Hal Varian, who was educated at MIT and Berkeley, contemplates automation and demographic factors simultaneously. As automation reduces the demand for labor, the aging of the population, in turn, reduces labor supply.
Thanks to technology, moving to a new level will reduce wages and the need for labor. Aging on the other hand means that the supply of labor is lower, and the level of wage rises.
Estimates of the impact of automation on professions vary greatly. The estimates from six research institutes range between 10 and 50 percent.
– Automation does not take jobs, but it removes monotonous and repetitive work, says professor Varian.
He presents US census statistics, according to which there were a total of 270 registered professions in 1950. Only one profession (i.e. the elevator operator) has been eliminated due to automation, and even for them, other jobs have been found for example from security and reception.
Varian also discussed what would happen if we became extremely productive.
-If automation increases productivity by 25 percent, we can use four days a week rather than five. We can work less and spend more, he says.
However, there are jobs such as floor cleaner or a caretaker that are more difficult to automate.
-Robots work best in a standardized environment and in repetitive tasks. Half of all industrial robots are in car factories. Heterogeneous environment is much more difficult. Automation is not always satisfactory in automotive industry either.
Elon Musk has said that the far-fetched automation of Tesla’s production was a mistake, his mistake.
– People have been underestimated, Varian cites Musk.

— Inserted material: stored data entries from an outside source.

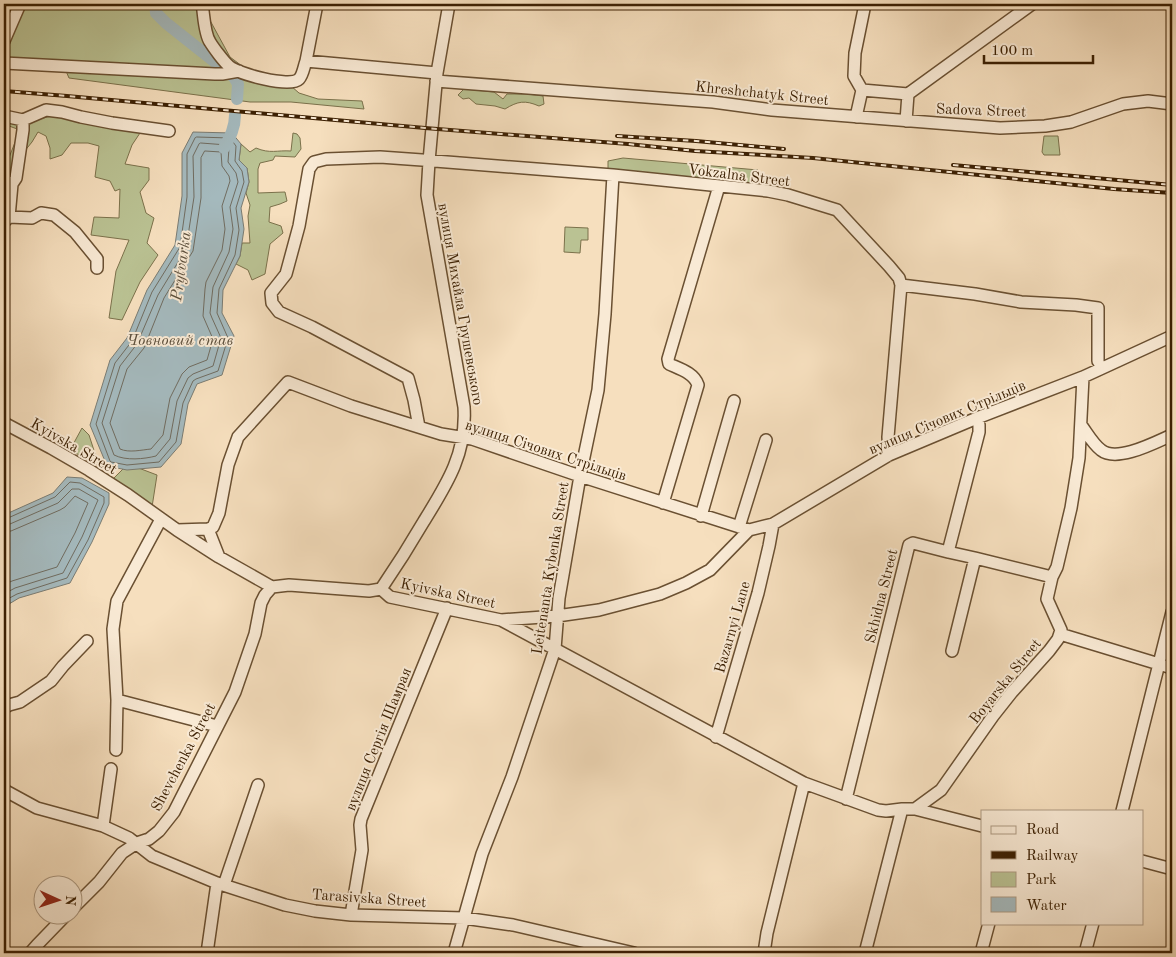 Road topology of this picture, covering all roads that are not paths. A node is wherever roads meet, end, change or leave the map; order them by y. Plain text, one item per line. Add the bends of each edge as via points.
1 (20, 4) edge
2 (202, 4) edge
3 (317, 4) edge
4 (449, 4) edge
5 (864, 4) edge
6 (1032, 4) edge
7 (4, 41) edge
8 (306, 61) junction
9 (4, 63) edge
10 (237, 72) junction
11 (436, 77) junction
12 (862, 90) junction
13 (908, 94) junction
14 (1172, 104) edge
15 (4, 116) edge
16 (856, 117) junction
17 (906, 121) junction
18 (23, 125) junction
19 (169, 131) dead end
20 (429, 161) junction
21 (612, 175) junction
22 (719, 186) junction
23 (6, 219) edge
24 (97, 268) dead end
25 (901, 286) junction
26 (1172, 336) edge
27 (1098, 361) dead end
28 (1083, 377) junction
29 (734, 400) dead end
30 (977, 418) junction
31 (5, 422) edge
32 (1081, 425) junction
33 (419, 427) junction
34 (1172, 435) edge
35 (463, 437) junction
36 (766, 440) dead end
37 (889, 454) junction
38 (580, 476) junction
39 (663, 503) junction
40 (701, 516) junction
41 (161, 520) junction
42 (773, 524) junction
43 (208, 529) junction
44 (744, 529) junction
45 (176, 530) junction
46 (948, 552) junction
47 (219, 557) junction
48 (975, 558) junction
49 (1052, 576) junction
50 (272, 587) junction
51 (381, 589) junction
52 (448, 608) junction
53 (1172, 612) edge
54 (557, 616) junction
55 (500, 620) junction
56 (1060, 634) junction
57 (88, 641) dead end
58 (555, 649) junction
59 (952, 650) dead end
60 (1159, 664) junction
61 (1172, 668) edge
62 (117, 700) junction
63 (4, 708) edge
64 (217, 726) junction
65 (716, 736) junction
66 (116, 750) dead end
67 (111, 769) dead end
68 (804, 783) junction
69 (258, 785) dead end
70 (4, 790) edge
71 (846, 799) junction
72 (902, 809) junction
73 (915, 809) junction
74 (1122, 810) edge
75 (103, 826) junction
76 (981, 826) edge
77 (137, 844) junction
78 (1144, 862) edge
79 (1172, 869) edge
80 (221, 884) junction
81 (82, 898) edge
82 (351, 915) junction
83 (464, 918) junction
84 (57, 924) edge
85 (989, 924) edge
86 (1093, 924) edge
87 (594, 948) edge
88 (30, 953) edge
89 (207, 953) edge
90 (454, 953) edge
91 (634, 953) edge
92 (764, 953) edge
93 (865, 953) edge
94 (981, 953) edge
95 (1085, 953) edge

1 - 7 street
2 - 10 street via 209,40
3 - 8 street
4 - 11 street, вулиця Михайла Грушевського
5 - 12 street via 854,76
6 - 13 street
8 - 10 street via 297,81 282,82
8 - 11 street, Khreshchatyk Street
9 - 10 street via 222,74
11 - 16 street, Khreshchatyk Street
11 - 20 street, вулиця Михайла Грушевського
12 - 13 street
12 - 16 street
13 - 17 street
14 - 17 street, Sadova Street via 1148,101 1124,104 1071,122 1045,126 1000,128
15 - 18 street
16 - 17 street, Khreshchatyk Street
18 - 19 street via 46,110
18 - 23 street via 16,178
20 - 21 street, Vokzalna Street
20 - 33 street, Vokzalna Street via 380,157 314,162 309,169 286,274 271,293 272,303 279,312 312,326 408,378
20 - 35 street, вулиця Михайла Грушевського via 427,195 464,407
21 - 22 street, Vokzalna Street
21 - 38 street, Leitenanta Kybenka Street via 598,390
22 - 25 street, Vokzalna Street via 788,195 837,210 889,266
22 - 39 street via 668,359 669,364 696,378 698,385
23 - 24 street via 32,218 42,212 54,215 75,232 97,259
25 - 27 street via 1021,302 1098,308
25 - 37 street
26 - 28 street, вулиця Січових Стрільців
28 - 30 street, вулиця Січових Стрільців
28 - 32 street, Boyarska Street
29 - 40 street
30 - 37 street, вулиця Січових Стрільців
30 - 46 street via 979,432
31 - 41 street, Kyivska Street via 89,470
32 - 34 street via 1096,446 1108,454 1129,453
32 - 49 street, Boyarska Street via 1071,508
33 - 35 street, вулиця Січових Стрільців
33 - 43 street, вулиця Січових Стрільців via 288,382 238,437 228,464 219,513 213,527
35 - 38 street, вулиця Січових Стрільців
35 - 51 street, вулиця Михайла Грушевського via 455,467 441,494
36 - 44 street
37 - 42 street, вулиця Січових Стрільців
38 - 39 street, вулиця Січових Стрільців
38 - 54 street, Leitenanta Kybenka Street
39 - 40 street, вулиця Січових Стрільців
40 - 44 street, вулиця Січових Стрільців
41 - 45 street, Kyivska Street
41 - 62 street via 117,601 113,630
42 - 44 street, вулиця Січових Стрільців
42 - 65 street, Bazarnyi Lane via 758,593
43 - 45 street
43 - 47 street
44 - 54 street via 710,570 686,583 660,594 598,610
45 - 47 street, Kyivska Street
46 - 48 street
46 - 71 street, Skhidna Street via 913,543 909,545
47 - 50 street, Kyivska Street
48 - 49 street
48 - 59 street
49 - 56 street, Boyarska Street via 1047,599
50 - 51 street, Kyivska Street
50 - 64 street, Shevchenka Street via 260,604 248,656 235,692
51 - 52 street, Kyivska Street via 390,597
52 - 55 street, Kyivska Street
52 - 82 street, вулиця Сергія Шамрая via 361,819 362,850
53 - 60 street
54 - 55 street
54 - 58 street, Leitenanta Kybenka Street
55 - 58 street, Kyivska Street
56 - 60 street
56 - 73 street, Boyarska Street via 993,716 942,790
57 - 63 street via 51,681 20,702
58 - 65 street, Kyivska Street
58 - 83 street, Leitenanta Kybenka Street via 482,854
60 - 61 street
60 - 74 street
62 - 64 street
62 - 66 street
64 - 77 street, Shevchenka Street via 174,812 159,831
65 - 68 street, Kyivska Street
67 - 75 street
68 - 71 street, Kyivska Street
68 - 92 street
69 - 80 street
70 - 75 street, Tarasivska Street via 37,808
71 - 72 street, Kyivska Street via 878,810
72 - 73 street, Kyivska Street
72 - 93 street
73 - 76 street, Kyivska Street
75 - 77 street, Tarasivska Street
77 - 80 street, Tarasivska Street via 152,856
77 - 81 street, Shevchenka Street via 122,853
78 - 79 street
80 - 82 street, Tarasivska Street via 285,905
80 - 89 street
82 - 83 street, Tarasivska Street
83 - 87 street, Tarasivska Street via 514,925
83 - 90 street, Leitenanta Kybenka Street
84 - 88 street
85 - 94 street
86 - 95 street
87 - 91 street, Tarasivska Street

A labor shortage poses a threat to several developed economies, and low birth rates do not bring relief to that.
Varian gave an example from America, where between 1946-64, a generation of “Baby Boomers” were born. This increased the workforce after 20 years, as well as the transition of women to paid employment.
Now, the situation is another, as the Baby Boomers generation will be retiring soon. There are currently 46 million people over the age of 65 in the US and in 2060 approximately 98 million, about 24 percent of the population.

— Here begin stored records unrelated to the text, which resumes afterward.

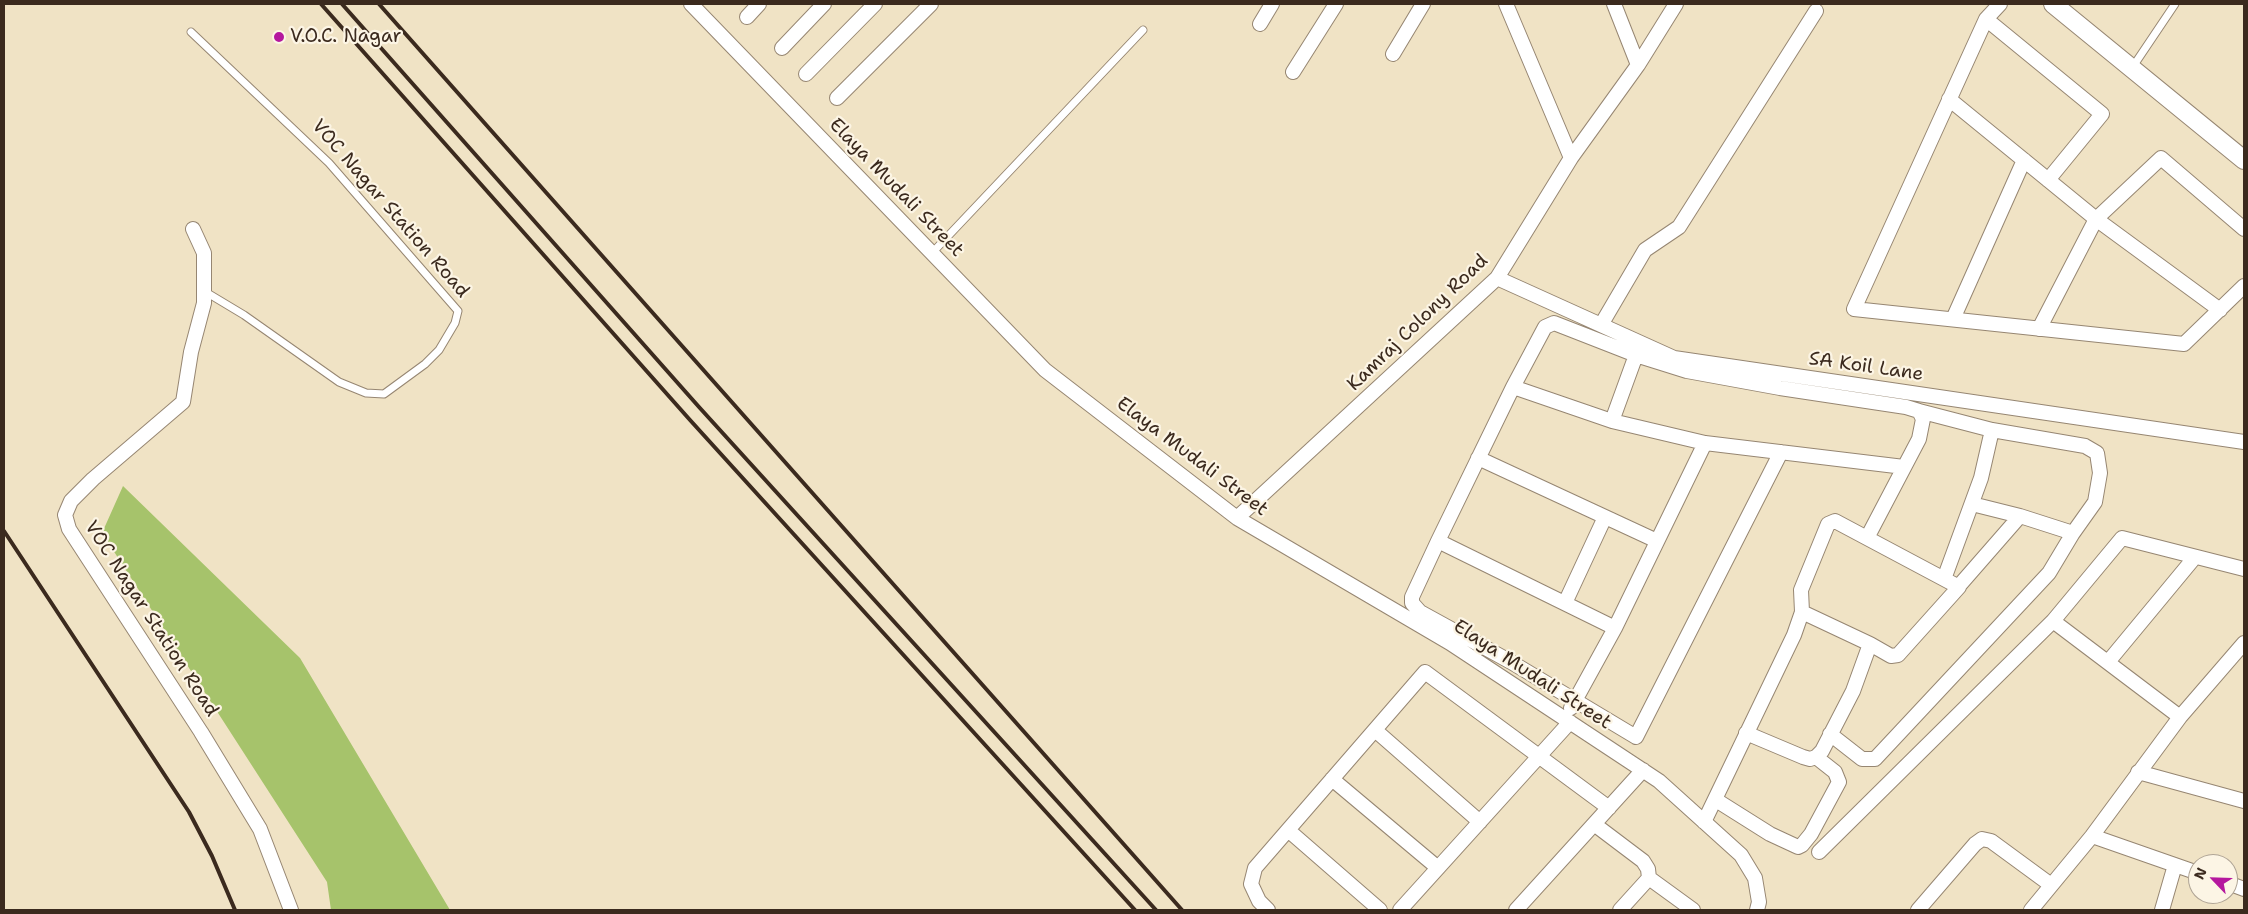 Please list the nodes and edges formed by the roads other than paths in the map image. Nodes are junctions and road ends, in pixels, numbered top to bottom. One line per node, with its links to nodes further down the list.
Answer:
1 (691, 4): 36 (street, Elaya Mudali Street)
2 (759, 4): 16 (street)
3 (824, 4): 21 (street)
4 (875, 4): 26 (street)
5 (931, 4): 27 (street)
6 (1272, 4): 18 (street)
7 (1336, 4): 25 (street)
8 (1423, 4): 22 (street)
9 (1506, 4): 29 (street)
10 (1614, 4): 23 (street)
11 (1676, 4): 23 (street, Kamraj Colony Road)
12 (2000, 4): 17 (street)
13 (2052, 4): 24 (street)
14 (2175, 4): 24 (lane)
15 (1816, 10): 42 (street)
16 (747, 17)
17 (1986, 19): 28 (street); 32 (street)
18 (1260, 24)
19 (1143, 30): 36 (lane)
20 (190, 32): 39 (lane, VOC Nagar Station Road)
21 (782, 48)
22 (1393, 54)
23 (1638, 65): 29 (street, Kamraj Colony Road)
24 (2131, 68): 31 (street)
25 (1294, 72)
26 (806, 74)
27 (837, 98)
28 (1949, 99): 30 (street); 41 (street)
29 (1571, 158): 37 (street, Kamraj Colony Road)
30 (2024, 160): 32 (street); 41 (street)
31 (2244, 160)
32 (2048, 180): 33 (street)
33 (2096, 219): 35 (street); 40 (street); 43 (street)
34 (193, 229): 39 (street, VOC Nagar Station Road)
35 (2244, 229)
36 (932, 253): 57 (street, Elaya Mudali Street)
37 (1497, 278): 42 (street, SA Koil Lane); 57 (street, Kamraj Colony Road)
38 (2244, 286): 40 (street)
39 (204, 290): 98 (street, VOC Nagar Station Road)
40 (2220, 310): 43 (street)
41 (1953, 319): 43 (street)
42 (1601, 325): 49 (street, SA Koil Lane)
43 (2039, 329)
44 (1636, 354): 45 (street); 46 (street); 47 (street)
45 (1513, 387): 47 (street); 52 (street)
46 (1919, 411): 48 (street); 53 (street)
47 (1612, 421): 50 (street)
48 (1992, 430): 54 (street); 58 (street)
49 (2244, 442)
50 (1704, 443): 51 (street); 61 (street)
51 (1781, 452): 53 (street); 73 (street)
52 (1478, 458): 56 (street); 60 (street)
53 (1904, 467): 59 (street)
54 (1972, 504): 55 (street); 64 (street)
55 (2020, 516): 58 (street); 65 (street)
56 (1604, 517): 61 (street); 66 (street)
57 (1236, 518): 75 (street, Elaya Mudali Street)
58 (2074, 533): 78 (street)
59 (1867, 538): 64 (street); 67 (street)
60 (1438, 541): 66 (street); 73 (street)
61 (1657, 541): 69 (street)
62 (2195, 556): 63 (street); 68 (street); 72 (street)
63 (2244, 569)
64 (1944, 579): 65 (street)
65 (1958, 587): 71 (street)
66 (1565, 603): 69 (street)
67 (1802, 612): 71 (street); 77 (street)
68 (2053, 621): 72 (street); 92 (street)
69 (1615, 628): 73 (street)
70 (2244, 642): 74 (street)
71 (1870, 644): 78 (street)
72 (2108, 662): 74 (street)
73 (1575, 700): 75 (street)
74 (2180, 717): 82 (street)
75 (1567, 721): 79 (street); 81 (street, Elaya Mudali Street)
76 (1375, 730): 79 (street); 83 (street); 87 (street)
77 (1746, 733): 80 (street); 84 (street)
78 (1830, 734): 80 (street)
79 (1539, 756): 86 (street); 87 (street)
80 (1816, 757): 84 (street)
81 (1643, 770): 86 (street); 88 (street, Elaya Mudali Street)
82 (2138, 772): 85 (street); 91 (street)
83 (1332, 779): 90 (street); 94 (street)
84 (1716, 800): 88 (street)
85 (2244, 801)
86 (1609, 808): 89 (street)
87 (1480, 822): 94 (street)
88 (1704, 822): 105 (street, Elaya Mudali Street)
89 (1594, 824): 96 (street); 102 (street)
90 (1288, 830): 99 (street); 100 (street)
91 (2092, 836): 93 (street); 97 (street)
92 (1819, 852)
93 (2175, 865): 95 (street); 108 (street)
94 (1438, 868): 101 (street)
95 (2188, 870)
96 (1649, 878): 103 (street); 104 (street)
97 (2051, 885): 106 (street); 107 (street)
98 (291, 910)
99 (1268, 910)
100 (1380, 910)
101 (1400, 910)
102 (1516, 910)
103 (1620, 910)
104 (1693, 910)
105 (1757, 910)
106 (1918, 910)
107 (2031, 910)
108 (2162, 910)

– Demographic impact on the labor market is 53 percent higher than the impact of automation. If productivity growth was 1.6 percent and not estimated at 1.3 percent, we could cover the impact of aging, Varian says.
Therefore, countries with the same age structure of the population invest most in robots. These countries are especially South Korea, Japan and Germany.
Finland and the other Nordic countries have embraced rather than opposed new technologies and free trade.
-A small country with limited resources and hard weather conditions opposing has never been an option,” stressed Carl Haglund, President of Etla’s Chairman of the Board, when opening the event.
In the transition to a dynamic market economy, social security networks, education and training policies have been facilitated by adaptation.
-The Nordic countries have managed to raise both GDP and well-being to a high level. Income differences are low compared to international standards, and they have not grown substantially over the last couple of decades, Haglund stressed.
However, there are no guarantees that success will continue.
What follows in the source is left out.